DIRECTIONS FOR THIS TASK >> Show each line of the data below in which "wherever" occurs.

DATA SHOWN >>
-- Opening Marker --

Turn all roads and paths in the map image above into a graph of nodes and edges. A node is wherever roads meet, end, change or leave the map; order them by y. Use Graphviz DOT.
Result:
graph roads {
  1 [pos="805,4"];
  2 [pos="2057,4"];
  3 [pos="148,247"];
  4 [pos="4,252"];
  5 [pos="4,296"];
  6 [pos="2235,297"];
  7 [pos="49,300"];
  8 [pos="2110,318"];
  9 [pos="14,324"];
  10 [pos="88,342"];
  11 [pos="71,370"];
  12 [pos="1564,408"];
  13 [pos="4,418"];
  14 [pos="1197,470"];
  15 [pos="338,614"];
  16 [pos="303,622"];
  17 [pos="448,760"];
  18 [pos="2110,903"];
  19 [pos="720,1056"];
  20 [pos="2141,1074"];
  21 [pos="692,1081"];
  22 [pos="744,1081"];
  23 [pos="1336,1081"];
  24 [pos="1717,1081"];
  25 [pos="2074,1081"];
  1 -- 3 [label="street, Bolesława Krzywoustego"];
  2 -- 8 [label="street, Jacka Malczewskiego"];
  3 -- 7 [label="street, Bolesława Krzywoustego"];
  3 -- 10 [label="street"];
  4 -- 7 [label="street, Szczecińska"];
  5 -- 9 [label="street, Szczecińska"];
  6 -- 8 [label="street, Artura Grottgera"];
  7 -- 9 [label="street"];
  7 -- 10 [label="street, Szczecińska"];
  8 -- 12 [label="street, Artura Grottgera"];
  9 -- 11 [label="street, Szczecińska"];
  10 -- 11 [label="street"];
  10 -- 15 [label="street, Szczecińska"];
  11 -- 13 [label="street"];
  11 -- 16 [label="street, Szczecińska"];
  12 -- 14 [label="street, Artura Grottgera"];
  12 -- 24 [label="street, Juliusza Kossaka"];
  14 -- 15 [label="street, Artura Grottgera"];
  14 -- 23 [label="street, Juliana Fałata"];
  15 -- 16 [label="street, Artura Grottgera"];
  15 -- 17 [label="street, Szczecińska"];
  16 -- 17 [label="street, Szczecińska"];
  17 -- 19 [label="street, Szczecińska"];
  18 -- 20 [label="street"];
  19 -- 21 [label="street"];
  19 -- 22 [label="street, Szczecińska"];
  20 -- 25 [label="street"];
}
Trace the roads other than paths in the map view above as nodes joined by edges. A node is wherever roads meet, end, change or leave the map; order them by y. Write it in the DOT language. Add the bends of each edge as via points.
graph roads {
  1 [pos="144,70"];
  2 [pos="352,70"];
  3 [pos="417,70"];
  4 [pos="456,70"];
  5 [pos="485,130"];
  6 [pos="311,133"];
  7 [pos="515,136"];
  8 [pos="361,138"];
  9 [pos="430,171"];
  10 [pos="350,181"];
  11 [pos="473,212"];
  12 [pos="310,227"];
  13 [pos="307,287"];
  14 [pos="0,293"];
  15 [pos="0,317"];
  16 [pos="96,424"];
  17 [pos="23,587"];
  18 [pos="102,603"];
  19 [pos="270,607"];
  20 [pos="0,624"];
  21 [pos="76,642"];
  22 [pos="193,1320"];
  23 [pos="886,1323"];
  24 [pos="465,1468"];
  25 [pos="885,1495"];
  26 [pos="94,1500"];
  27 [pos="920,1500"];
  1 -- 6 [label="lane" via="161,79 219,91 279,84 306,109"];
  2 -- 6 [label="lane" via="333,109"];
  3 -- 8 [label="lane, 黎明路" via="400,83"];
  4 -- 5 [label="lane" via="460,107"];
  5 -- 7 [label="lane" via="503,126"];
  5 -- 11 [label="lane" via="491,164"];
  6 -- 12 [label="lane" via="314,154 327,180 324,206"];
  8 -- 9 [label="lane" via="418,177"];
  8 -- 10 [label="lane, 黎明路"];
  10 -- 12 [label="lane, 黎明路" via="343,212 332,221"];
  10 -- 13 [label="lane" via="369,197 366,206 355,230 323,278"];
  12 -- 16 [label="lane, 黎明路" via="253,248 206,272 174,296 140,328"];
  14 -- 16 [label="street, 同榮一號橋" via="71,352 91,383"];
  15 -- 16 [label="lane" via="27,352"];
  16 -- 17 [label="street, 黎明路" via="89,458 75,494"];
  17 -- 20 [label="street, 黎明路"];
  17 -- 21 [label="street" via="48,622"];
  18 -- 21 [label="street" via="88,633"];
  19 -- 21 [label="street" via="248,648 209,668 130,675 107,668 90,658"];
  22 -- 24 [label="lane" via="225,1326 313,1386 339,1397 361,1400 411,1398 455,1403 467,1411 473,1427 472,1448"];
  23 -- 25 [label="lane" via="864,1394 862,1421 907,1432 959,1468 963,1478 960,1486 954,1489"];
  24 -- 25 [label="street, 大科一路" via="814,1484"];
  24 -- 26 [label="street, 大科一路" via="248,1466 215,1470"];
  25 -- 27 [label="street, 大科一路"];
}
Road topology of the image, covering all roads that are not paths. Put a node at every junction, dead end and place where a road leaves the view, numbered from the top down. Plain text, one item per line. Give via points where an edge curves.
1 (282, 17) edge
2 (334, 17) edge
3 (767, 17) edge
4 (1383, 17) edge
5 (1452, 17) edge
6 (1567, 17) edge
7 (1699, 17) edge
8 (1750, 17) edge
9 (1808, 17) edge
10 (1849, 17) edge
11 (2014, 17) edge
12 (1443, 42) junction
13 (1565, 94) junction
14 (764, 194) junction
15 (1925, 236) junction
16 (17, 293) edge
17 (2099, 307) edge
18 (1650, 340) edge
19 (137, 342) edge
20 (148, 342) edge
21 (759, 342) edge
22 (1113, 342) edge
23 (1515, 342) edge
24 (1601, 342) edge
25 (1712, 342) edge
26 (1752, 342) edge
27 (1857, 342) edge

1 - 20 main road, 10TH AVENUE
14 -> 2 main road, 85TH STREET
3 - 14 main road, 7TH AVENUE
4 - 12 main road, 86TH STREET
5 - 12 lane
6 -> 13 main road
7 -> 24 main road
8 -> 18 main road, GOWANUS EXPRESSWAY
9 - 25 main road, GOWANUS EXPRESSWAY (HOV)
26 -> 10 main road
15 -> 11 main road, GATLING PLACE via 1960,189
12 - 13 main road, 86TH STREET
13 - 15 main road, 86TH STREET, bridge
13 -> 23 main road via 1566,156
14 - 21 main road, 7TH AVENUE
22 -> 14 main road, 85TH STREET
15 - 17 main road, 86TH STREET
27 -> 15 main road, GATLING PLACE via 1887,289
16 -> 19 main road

-- Closing Marker --

RESULT FOR THIS TASK >>
Turn all roads and paths in the map image above into a graph of nodes and edges. A node is wherever roads meet, end, change or leave the map; order them by y. Use Graphviz DOT.
Trace the roads other than paths in the map view above as nodes joined by edges. A node is wherever roads meet, end, change or leave the map; order them by y. Write it in the DOT language. Add the bends of each edge as via points.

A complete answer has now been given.